How Do We Know Dark Matter Really Exists?

Ever since the late 1960s when Vera Rubin and Kent Ford discovered that galaxies don't behave the way they should, scientists have been looking for the mysterious substance behind that behavior. That theoretical stuff is called dark matter, and while it's invisible to telescopes, it has mass, which means it can show its might through the force of gravity. Of course, that's all theoretical. Some might even say it's a little too convenient, as if scientists just came up with a magical substance that makes the math work.
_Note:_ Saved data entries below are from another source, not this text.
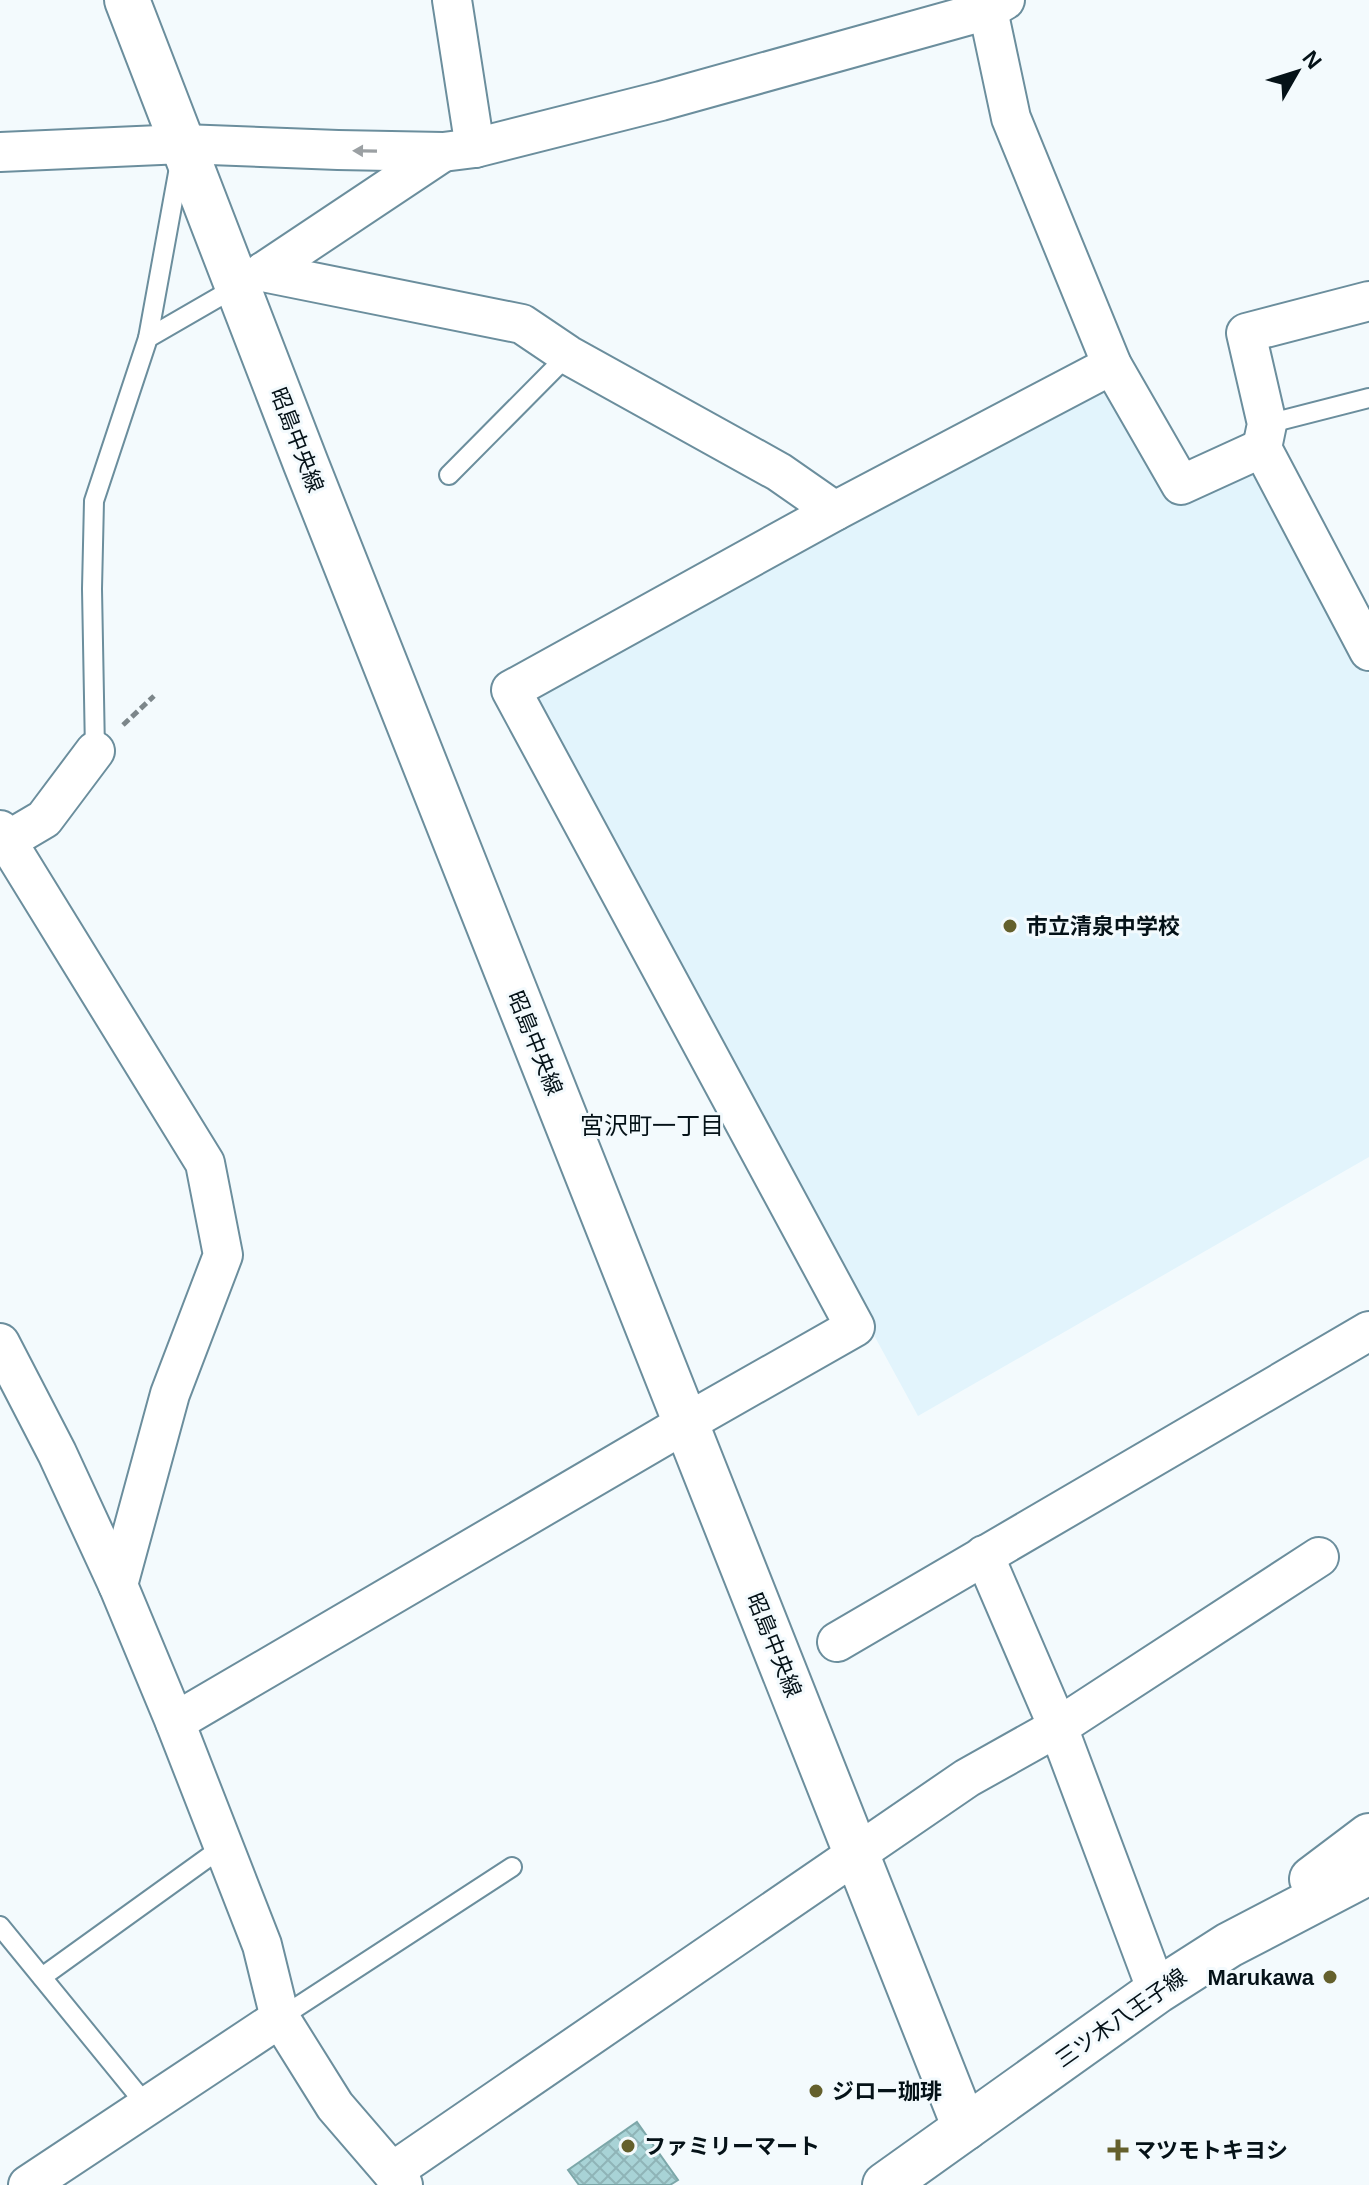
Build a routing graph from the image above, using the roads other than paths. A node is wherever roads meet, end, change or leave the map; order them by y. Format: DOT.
graph roads {
  1 [pos="127,0"];
  2 [pos="452,0"];
  3 [pos="996,5"];
  4 [pos="183,144"];
  5 [pos="459,150"];
  6 [pos="0,152"];
  7 [pos="250,280"];
  8 [pos="1369,301"];
  9 [pos="148,338"];
  10 [pos="568,355"];
  11 [pos="1112,365"];
  12 [pos="1369,398"];
  13 [pos="1264,436"];
  14 [pos="449,475"];
  15 [pos="835,511"];
  16 [pos="1369,651"];
  17 [pos="95,751"];
  18 [pos="2,839"];
  19 [pos="1369,1331"];
  20 [pos="0,1343"];
  21 [pos="686,1423"];
  22 [pos="984,1555"];
  23 [pos="1319,1557"];
  24 [pos="118,1585"];
  25 [pos="837,1642"];
  26 [pos="175,1722"];
  27 [pos="1058,1727"];
  28 [pos="1369,1836"];
  29 [pos="224,1846"];
  30 [pos="856,1853"];
  31 [pos="512,1867"];
  32 [pos="1369,1872"];
  33 [pos="0,1926"];
  34 [pos="1229,1945"];
  35 [pos="42,1977"];
  36 [pos="1157,1991"];
  37 [pos="280,2018"];
  38 [pos="147,2106"];
  39 [pos="965,2128"];
  40 [pos="398,2178"];
  41 [pos="40,2182"];
  42 [pos="885,2185"];
  1 -- 4 [label="street, 昭島中央線"];
  2 -- 5 [label="street"];
  3 -- 5 [label="street"];
  3 -- 11 [label="street"];
  5 -- 4 [label="street, one-way"];
  4 -- 6 [label="street"];
  4 -- 7 [label="street, 昭島中央線"];
  4 -- 9 [label="lane"];
  5 -- 7 [label="street"];
  7 -- 9 [label="lane"];
  7 -- 10 [label="street"];
  7 -- 21 [label="street, 昭島中央線"];
  8 -- 13 [label="street"];
  9 -- 17 [label="lane"];
  10 -- 14 [label="lane"];
  10 -- 15 [label="street"];
  11 -- 13 [label="street"];
  11 -- 15 [label="street"];
  12 -- 13 [label="lane"];
  13 -- 16 [label="street"];
  15 -- 21 [label="street"];
  17 -- 18 [label="street"];
  18 -- 24 [label="street"];
  19 -- 22 [label="street"];
  20 -- 24 [label="street"];
  21 -- 26 [label="street"];
  21 -- 30 [label="street, 昭島中央線"];
  22 -- 25 [label="street"];
  22 -- 27 [label="street"];
  23 -- 27 [label="street"];
  24 -- 26 [label="street"];
  26 -- 29 [label="street"];
  27 -- 30 [label="street"];
  27 -- 36 [label="street"];
  28 -- 34 [label="street"];
  29 -- 35 [label="lane"];
  29 -- 37 [label="street"];
  30 -- 39 [label="street, 昭島中央線"];
  30 -- 40 [label="street"];
  31 -- 37 [label="lane"];
  32 -- 34 [label="street, 三ツ木八王子線"];
  33 -- 35 [label="lane"];
  34 -- 36 [label="street, 三ツ木八王子線"];
  35 -- 38 [label="lane"];
  36 -- 39 [label="street, 三ツ木八王子線"];
  37 -- 38 [label="street"];
  37 -- 40 [label="street"];
  38 -- 41 [label="street"];
  39 -- 42 [label="street, 三ツ木八王子線"];
}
What makes us so sure that dark matter is even a thing?

Hold Me Closer, Tiny Particle

"People ask this question a lot," said Katie Mack, a theoretical astrophysicist at North Carolina State University who studies dark matter. "You know, maybe dark matter is just a fudge factor or something." But for astrophysicists, dark matter is much more than that.

If you go back to high school physics class, you may remember that the more mass something has, the greater its gravitational pull. If galaxies were only made up of the stuff we can see, there wouldn't be enough gravity to keep them together, much less to keep the stars in the sparse outer edges orbiting just as fast as those in the center. In fact, scientists reckon that normal matter makes up less than five percent of the universe. Dark matter seems to make up a whopping 27 percent. (The rest is a mysterious force called dark energy.)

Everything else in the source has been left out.